> INSTRUCTIONS FOR THE TASK
What lines of the data hold the string "Clybourn"? Pull each one out.

[Collected data]
#####

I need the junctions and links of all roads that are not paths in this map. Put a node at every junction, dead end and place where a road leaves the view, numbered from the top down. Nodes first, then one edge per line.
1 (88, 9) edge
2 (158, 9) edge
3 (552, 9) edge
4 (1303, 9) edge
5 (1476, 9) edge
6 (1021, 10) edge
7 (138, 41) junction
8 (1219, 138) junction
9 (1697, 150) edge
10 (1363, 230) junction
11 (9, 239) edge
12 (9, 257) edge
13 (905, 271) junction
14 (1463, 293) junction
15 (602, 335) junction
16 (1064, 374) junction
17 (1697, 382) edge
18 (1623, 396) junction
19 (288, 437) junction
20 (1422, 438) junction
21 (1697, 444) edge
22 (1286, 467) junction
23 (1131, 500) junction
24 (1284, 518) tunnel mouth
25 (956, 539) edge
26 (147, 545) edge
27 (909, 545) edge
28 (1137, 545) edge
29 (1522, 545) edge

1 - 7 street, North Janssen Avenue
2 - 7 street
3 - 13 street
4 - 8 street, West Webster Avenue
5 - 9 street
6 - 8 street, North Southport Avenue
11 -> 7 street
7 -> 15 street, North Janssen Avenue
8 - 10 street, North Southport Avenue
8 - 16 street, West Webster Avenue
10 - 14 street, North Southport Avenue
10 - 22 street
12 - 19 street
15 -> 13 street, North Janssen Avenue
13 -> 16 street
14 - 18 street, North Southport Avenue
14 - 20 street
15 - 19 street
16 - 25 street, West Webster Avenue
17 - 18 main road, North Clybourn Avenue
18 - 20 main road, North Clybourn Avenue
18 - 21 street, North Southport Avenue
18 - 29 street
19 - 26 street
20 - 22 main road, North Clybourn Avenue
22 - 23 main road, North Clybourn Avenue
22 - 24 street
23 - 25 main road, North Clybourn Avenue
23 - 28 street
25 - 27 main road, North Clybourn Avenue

#####

> SOLUTION FOR THIS TASK
17 - 18 main road, North Clybourn Avenue
18 - 20 main road, North Clybourn Avenue
20 - 22 main road, North Clybourn Avenue
22 - 23 main road, North Clybourn Avenue
23 - 25 main road, North Clybourn Avenue
25 - 27 main road, North Clybourn Avenue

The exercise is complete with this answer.